I’ve reached a total of 5241 items decluttered from our home so far this year – I’m now wondering if I can triple my original goal of 2011.  2011 items to declutter originally seemed like a very lofty goal, but once I got started, it had a way of snowballing.  Who knew that we had so much stuff in our tiny home that we would be gladly willing to part with? Certainly not me!  Lately I’ve started selling things from my own closet that I would have thought prior to the start of this project to be “staples” in my wardrobe, items that I would never part with.  Interestingly enough, once they’re gone I don’t feel any pangs of regret about letting them go.
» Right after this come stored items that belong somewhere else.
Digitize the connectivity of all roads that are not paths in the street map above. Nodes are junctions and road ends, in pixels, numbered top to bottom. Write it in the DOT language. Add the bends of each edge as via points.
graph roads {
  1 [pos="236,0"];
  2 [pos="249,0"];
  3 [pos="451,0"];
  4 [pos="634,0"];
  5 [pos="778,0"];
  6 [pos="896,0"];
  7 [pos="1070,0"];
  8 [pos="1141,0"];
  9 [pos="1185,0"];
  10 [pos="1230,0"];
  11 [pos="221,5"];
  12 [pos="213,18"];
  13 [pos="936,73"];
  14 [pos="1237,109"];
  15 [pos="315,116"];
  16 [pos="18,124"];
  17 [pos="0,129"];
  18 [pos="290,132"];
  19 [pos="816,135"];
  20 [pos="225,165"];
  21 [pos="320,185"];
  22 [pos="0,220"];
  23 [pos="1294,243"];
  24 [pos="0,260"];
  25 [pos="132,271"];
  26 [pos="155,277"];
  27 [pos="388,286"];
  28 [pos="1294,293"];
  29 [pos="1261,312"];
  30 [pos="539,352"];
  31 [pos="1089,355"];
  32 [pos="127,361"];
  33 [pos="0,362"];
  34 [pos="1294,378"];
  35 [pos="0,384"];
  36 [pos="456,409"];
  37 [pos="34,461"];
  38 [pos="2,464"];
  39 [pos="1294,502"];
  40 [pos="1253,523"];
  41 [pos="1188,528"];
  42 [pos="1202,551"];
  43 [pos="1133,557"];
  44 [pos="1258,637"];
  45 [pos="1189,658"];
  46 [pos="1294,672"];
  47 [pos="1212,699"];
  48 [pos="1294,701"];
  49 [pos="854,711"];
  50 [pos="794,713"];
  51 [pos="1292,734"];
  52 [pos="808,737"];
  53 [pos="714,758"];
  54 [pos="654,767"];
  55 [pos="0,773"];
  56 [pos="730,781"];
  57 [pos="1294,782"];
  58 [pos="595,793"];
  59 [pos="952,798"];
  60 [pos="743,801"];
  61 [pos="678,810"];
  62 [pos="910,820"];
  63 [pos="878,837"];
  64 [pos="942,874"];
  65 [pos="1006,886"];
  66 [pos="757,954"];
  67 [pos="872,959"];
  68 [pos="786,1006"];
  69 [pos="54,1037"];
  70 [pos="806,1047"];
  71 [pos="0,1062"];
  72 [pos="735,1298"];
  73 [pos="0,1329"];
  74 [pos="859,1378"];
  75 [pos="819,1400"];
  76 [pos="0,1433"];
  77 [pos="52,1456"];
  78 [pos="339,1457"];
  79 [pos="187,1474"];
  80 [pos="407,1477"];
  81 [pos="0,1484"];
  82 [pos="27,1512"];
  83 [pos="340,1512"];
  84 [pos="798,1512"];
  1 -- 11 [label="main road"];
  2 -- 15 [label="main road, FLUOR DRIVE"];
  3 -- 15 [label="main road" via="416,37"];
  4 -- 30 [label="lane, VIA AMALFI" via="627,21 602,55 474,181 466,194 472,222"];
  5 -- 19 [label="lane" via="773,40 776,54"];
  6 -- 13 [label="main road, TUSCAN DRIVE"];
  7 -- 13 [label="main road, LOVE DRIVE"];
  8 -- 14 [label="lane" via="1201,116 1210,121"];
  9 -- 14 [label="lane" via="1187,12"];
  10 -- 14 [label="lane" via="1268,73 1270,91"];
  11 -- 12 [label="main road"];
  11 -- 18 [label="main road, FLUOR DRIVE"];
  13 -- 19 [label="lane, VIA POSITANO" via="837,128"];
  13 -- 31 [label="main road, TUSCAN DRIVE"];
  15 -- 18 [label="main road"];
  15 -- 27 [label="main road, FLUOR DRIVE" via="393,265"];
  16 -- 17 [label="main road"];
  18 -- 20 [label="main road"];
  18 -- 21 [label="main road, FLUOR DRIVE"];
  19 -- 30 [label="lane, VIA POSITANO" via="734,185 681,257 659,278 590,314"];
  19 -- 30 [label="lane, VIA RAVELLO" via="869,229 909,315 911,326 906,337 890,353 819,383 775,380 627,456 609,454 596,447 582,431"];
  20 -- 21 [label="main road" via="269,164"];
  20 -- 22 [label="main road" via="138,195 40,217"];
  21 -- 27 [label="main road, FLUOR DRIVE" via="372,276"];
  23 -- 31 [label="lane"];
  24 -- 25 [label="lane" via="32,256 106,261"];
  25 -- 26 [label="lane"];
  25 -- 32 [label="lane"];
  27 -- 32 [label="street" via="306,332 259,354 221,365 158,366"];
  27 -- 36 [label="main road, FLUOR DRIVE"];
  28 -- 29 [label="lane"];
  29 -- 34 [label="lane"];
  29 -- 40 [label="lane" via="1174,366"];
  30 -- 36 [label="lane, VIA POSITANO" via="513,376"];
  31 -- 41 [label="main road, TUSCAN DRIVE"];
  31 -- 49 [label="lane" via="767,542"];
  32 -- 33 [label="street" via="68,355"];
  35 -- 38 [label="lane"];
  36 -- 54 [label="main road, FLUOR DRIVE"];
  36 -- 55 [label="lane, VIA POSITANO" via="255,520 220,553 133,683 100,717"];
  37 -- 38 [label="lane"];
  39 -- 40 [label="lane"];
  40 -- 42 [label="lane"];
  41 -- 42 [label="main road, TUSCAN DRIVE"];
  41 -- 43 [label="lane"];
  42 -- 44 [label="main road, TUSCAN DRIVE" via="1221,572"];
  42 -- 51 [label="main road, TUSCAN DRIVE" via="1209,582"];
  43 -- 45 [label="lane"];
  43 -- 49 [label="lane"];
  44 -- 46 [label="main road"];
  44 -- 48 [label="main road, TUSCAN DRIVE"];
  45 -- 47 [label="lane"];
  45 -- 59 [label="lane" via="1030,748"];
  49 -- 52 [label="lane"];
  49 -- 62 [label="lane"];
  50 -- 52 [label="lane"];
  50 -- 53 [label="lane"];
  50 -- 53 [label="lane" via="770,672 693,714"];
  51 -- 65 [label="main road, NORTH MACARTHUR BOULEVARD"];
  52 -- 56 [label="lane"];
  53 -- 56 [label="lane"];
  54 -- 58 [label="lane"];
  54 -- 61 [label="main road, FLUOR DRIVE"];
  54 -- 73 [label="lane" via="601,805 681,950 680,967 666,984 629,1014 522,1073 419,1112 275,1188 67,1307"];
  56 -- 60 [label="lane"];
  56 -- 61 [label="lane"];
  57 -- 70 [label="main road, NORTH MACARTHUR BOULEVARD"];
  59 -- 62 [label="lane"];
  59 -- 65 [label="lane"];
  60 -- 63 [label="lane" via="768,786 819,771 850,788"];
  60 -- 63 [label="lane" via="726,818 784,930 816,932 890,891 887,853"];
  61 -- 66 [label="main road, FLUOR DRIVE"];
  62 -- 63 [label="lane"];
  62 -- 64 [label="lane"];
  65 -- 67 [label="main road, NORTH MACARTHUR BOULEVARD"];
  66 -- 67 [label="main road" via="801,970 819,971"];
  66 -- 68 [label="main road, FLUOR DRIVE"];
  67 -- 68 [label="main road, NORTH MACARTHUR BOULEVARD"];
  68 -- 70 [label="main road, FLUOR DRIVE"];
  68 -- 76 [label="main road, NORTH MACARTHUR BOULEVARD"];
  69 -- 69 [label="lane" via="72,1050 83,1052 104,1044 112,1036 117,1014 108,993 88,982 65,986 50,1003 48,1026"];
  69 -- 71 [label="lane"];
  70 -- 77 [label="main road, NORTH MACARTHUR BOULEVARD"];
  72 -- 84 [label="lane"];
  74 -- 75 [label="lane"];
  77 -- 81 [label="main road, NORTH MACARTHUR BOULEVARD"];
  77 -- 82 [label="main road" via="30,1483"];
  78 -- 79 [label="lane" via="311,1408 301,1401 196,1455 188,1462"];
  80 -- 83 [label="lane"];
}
I did a quick tally of things we’ve managed to sell this year, and I’ve reclaimed over $1800 from things that we were no longer using or no longer wanted. That’s sobering stuff. Here’s a quick breakdown of the things we sold and how much we managed to recoup on those things:

  • Clothing (Adult and Children) – $615.  The majority of sales I made in the clothing department were some higher end, brand name clothing items that came from my own closet.  I sold my remaining Lululemon jacket, as well as an expensive sweater that wasn’t getting any love from me.
  • Toys, Kids’ Gear and Children’s DVDs – $538.  Most of these sales were the result of some major toy decluttering, but nearly $100 came from the sale of some Baby Einstein dvd’s that my kids received as a gift, but never did end up watching.
  • Strollers – $525.  Strollers are darn expensive.  Thank goodness they have some serious resale value in my city.
  • Cloth diapers, disposable diapers and potty training stuff – $150.  Yes, I sold not only the last few cloth diapers I had left in my youngest son’s diaper stash, but a box full of unused disposable diapers too.  Yes, Craigslist is a VERY popular place in my city.
Selling things I no longer want has a way of reminding me that maybe I don’t need to be consuming quite so much stuff in the first place.  The biggest secret to keeping a decluttered closet (and home) is to not replace things once they’ve left, or of course, not bring them home in the first place!  I’ve developed the habit of shopping less, which of course has resulted in buying less – this is one habit I am hoping to keep in place permanently.  In addition to the items I had success in selling through craigslist, we’ve also managed to donate nearly 900 items so far this year to a variety of thrift shops in our neighbourhood, most of which were household items and clothing.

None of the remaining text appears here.